It's my belief that this tow method is exactly what snap shackles are for and important for safety. With a snap shackle you can "pull the pin" at any amount of load to release the line from the houseboat. I know you're only towing ski's but if one went down or got tangled up and you didn't have a knife handy the snap shackle has an easy emergency release. Many online rigging retailers have suggestions for tow rope and what hardware to use. You can learn from them and scale it to what you need for the ski's and buy it where cheapest.

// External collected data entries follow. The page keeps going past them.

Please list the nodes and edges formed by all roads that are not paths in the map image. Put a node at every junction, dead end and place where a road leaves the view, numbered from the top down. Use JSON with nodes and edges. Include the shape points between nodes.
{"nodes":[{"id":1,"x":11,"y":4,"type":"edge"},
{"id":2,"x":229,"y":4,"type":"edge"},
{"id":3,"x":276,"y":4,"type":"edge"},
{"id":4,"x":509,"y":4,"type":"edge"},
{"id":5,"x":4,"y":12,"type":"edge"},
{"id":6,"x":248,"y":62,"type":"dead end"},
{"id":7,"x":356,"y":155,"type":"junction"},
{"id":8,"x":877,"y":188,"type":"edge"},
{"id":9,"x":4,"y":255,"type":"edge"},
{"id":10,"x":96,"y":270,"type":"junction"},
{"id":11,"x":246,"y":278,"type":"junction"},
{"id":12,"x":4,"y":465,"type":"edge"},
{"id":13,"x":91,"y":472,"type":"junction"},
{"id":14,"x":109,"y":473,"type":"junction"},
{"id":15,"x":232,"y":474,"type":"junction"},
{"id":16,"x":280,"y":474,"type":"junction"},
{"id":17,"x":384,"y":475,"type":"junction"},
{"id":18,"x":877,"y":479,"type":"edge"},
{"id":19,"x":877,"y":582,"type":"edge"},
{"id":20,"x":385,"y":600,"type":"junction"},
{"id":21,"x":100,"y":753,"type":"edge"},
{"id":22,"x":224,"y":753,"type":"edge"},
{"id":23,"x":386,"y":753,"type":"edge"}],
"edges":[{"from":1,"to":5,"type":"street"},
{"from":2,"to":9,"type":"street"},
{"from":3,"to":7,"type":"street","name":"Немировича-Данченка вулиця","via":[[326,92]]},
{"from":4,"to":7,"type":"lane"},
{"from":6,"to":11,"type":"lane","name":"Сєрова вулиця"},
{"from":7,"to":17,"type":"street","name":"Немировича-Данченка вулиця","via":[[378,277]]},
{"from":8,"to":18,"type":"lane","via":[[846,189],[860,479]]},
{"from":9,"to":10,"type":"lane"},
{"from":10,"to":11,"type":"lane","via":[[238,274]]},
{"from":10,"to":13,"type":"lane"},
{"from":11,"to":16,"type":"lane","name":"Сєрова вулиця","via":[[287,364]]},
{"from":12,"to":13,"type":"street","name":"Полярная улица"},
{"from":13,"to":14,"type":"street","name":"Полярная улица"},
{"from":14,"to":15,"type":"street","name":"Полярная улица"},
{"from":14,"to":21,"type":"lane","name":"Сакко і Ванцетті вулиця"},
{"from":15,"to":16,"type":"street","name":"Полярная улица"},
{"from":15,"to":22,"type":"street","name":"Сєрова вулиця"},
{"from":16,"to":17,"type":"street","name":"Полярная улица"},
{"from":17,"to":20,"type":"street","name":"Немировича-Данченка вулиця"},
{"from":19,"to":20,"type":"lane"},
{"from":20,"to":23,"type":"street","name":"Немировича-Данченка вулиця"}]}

Next point: keep somebody on watch. Seems overkill but I've found two boats floating in middle of Powell channel and had to radio in their location so Houseboats could come back and pick them up. Rope or hardware broke and nobody noticed. Also had a friend that had a ski nosedive while being towed and took on water continually during tow, almost became an anchor until somebody saw it.

Lastly, anchoring. It's been said above that you can tie off to your houseboat anchor lines and IF you secure your houseboat anchor lines correctly, THEN I agree with this. I would NOT tie a not in one of my HB anchor lines though. I do at anchor points and use non-bearing knots but I wouldn't do it for a ski, no need to damage a $200 rope for a ski tie off. Just tie a clove hitch or other knot around the anchor line and it will hold fine. One at front for daytime use and add one to the back for night time piece of mind.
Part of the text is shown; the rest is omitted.